Univention Bugzilla – Bug 51047
Nutzung des Self Service gestört (Errorcode 20)
Last modified: 2021-03-19 12:20:41 CET
The use of the Self Service is disrupted for both tickets. Bug will be opened in consultation with Sönke. The restart of the univention-management-console-server helps with the first issue (analysis of the second issue by Christian only at the beginning) Customer of the first ticket has noticed that the univention-management-console-server has many and increasing connections to LDAP.
Please add more information about the issue and make the title more descriptive. * what happens, what was expected? * any hints about circumstances / root cause of the issue?

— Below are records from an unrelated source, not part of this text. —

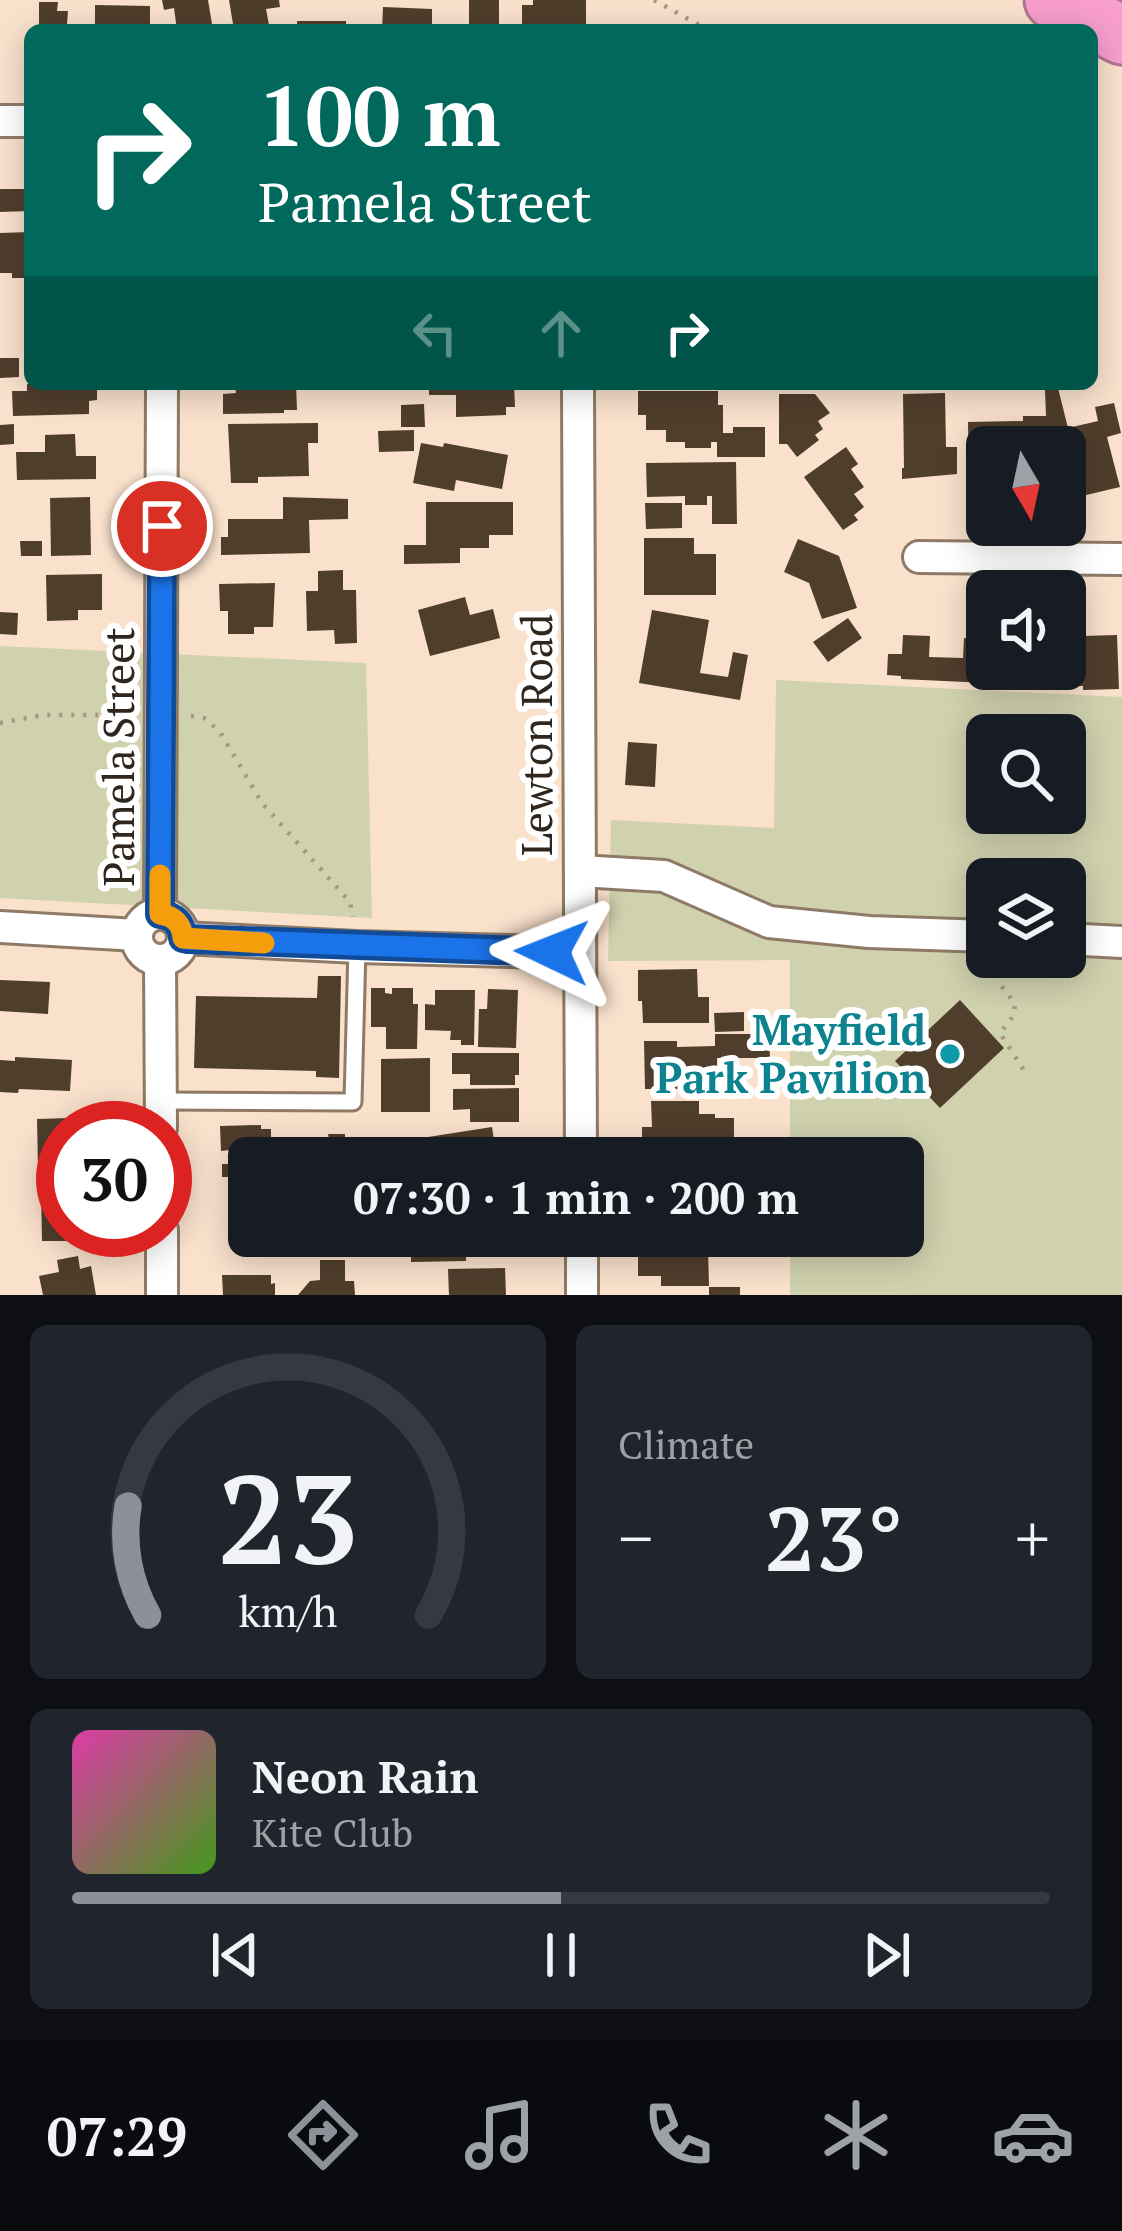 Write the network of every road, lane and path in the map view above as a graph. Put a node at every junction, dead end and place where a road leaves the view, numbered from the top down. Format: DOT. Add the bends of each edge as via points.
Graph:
graph roads {
  1 [pos="654,0"];
  2 [pos="1054,0"];
  3 [pos="697,24"];
  4 [pos="1122,35"];
  5 [pos="162,390"];
  6 [pos="578,390"];
  7 [pos="919,557"];
  8 [pos="1122,559"];
  9 [pos="162,716"];
  10 [pos="0,723"];
  11 [pos="580,872"];
  12 [pos="148,924"];
  13 [pos="0,927"];
  14 [pos="966,935"];
  15 [pos="1086,940"];
  16 [pos="1122,942"];
  17 [pos="358,947"];
  18 [pos="171,949"];
  19 [pos="580,953"];
  20 [pos="1000,978"];
  21 [pos="1025,1072"];
  22 [pos="162,1101"];
  23 [pos="192,1112"];
  24 [pos="581,1137"];
  25 [pos="161,1257"];
  26 [pos="582,1257"];
  27 [pos="162,1295"];
  28 [pos="582,1295"];
  1 -- 3 [label="path"];
  2 -- 4 [label="highway"];
  5 -- 9 [label="street, Pamela Street"];
  6 -- 11 [label="street, Lewton Road"];
  7 -- 8 [label="street"];
  9 -- 10 [label="path" via="43,715"];
  9 -- 12 [label="street, Pamela Street"];
  9 -- 17 [label="path" via="204,718 220,732 262,803 350,902"];
  11 -- 14 [label="street" via="664,876 769,922"];
  11 -- 19 [label="street, Lewton Road"];
  12 -- 13 [label="street"];
  12 -- 18 [label="street" via="146,955"];
  15 -- 16 [label="street"];
  17 -- 18 [label="street"];
  17 -- 19 [label="street"];
  17 -- 23 [label="lane" via="353,1102"];
  18 -- 22 [label="street"];
  19 -- 24 [label="street, Lewton Road"];
  20 -- 21 [label="path" via="1015,1004 1000,1033"];
  25 -- 27 [label="street"];
  26 -- 28 [label="street"];
}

Changing the password via web-interface is not possible as server says "Errorcode 20" We had a similar problem in the past, the errorcode means unknown situation, if I got the old bug (41786 https://forge.univention.org/bugzilla/show_bug.cgi?id=41786) right. Florian fixed unknown situations there; now we seem to have a new unknown situation again. The customer has observed a larger number of half-open connections (CLOSEWAIT lsof | grep -P '\ssock\s' | wc -l == 1257) between univention-management-console-server and LDAP. A restart of this component solves the problem. However, this only represents a WO. A restart of the univention-management-console-web-server as suggested by Sönke does not solve the problem reproducibly. Before Corona the students changed their passwords by using the windows client, now they need to use the webinterface. Problem may exists a longer time, but was not noticed. The webinterface is currently heavily used.
/var/log/univention/management-console-server.log 15.04.20 15:44:20.950 AUTH ( INFO ) : Trying to authenticate user u'J***' 15.04.20 15:44:20.950 LDAP ( INFO ) : uldap.search filter=(&(uid=J***)(objectClass=person)) base= scope=sub attr=['uid'] unique=1 required=0 timeout=-1 sizelimit=0 15.04.20 15:44:20.951 AUTH ( INFO ) : Canonicalized username: 'j***' 15.04.20 15:44:20.959 AUTH ( INFO ) : PAM says: 'Sie m\xc3\xbcssen Ihr Passwort sofort \xc3\xa4ndern (Passwortablauf).' 15.04.20 15:44:20.959 AUTH ( ERROR ) : PAM: authentication error: ('Authentifizierungstoken ist nicht mehr g\xc3\xbcltig; neues erforderlich', 12) 15.04.20 15:44:20.959 AUTH ( INFO ) : Das Passwort ist abgelaufen und muss erneuert werden. 15.04.20 15:44:20.960 AUTH ( WARN ) : Changing password failed (('Fehler beim \xc3\x84ndern des Authentifizierungstoken', 20)). Prompts: [('Current Kerberos password: ', 1)] 15.04.20 15:44:20.961 AUTH ( ERROR ) : Passwort ändern fehlgeschlagen. Der Grund konnte nicht festgestellt werden. Für den Fall, dass es hilft, hier die originale Fehlernachricht: Errorcode 20: Das neue Passwort konnte nicht gesetzt werden.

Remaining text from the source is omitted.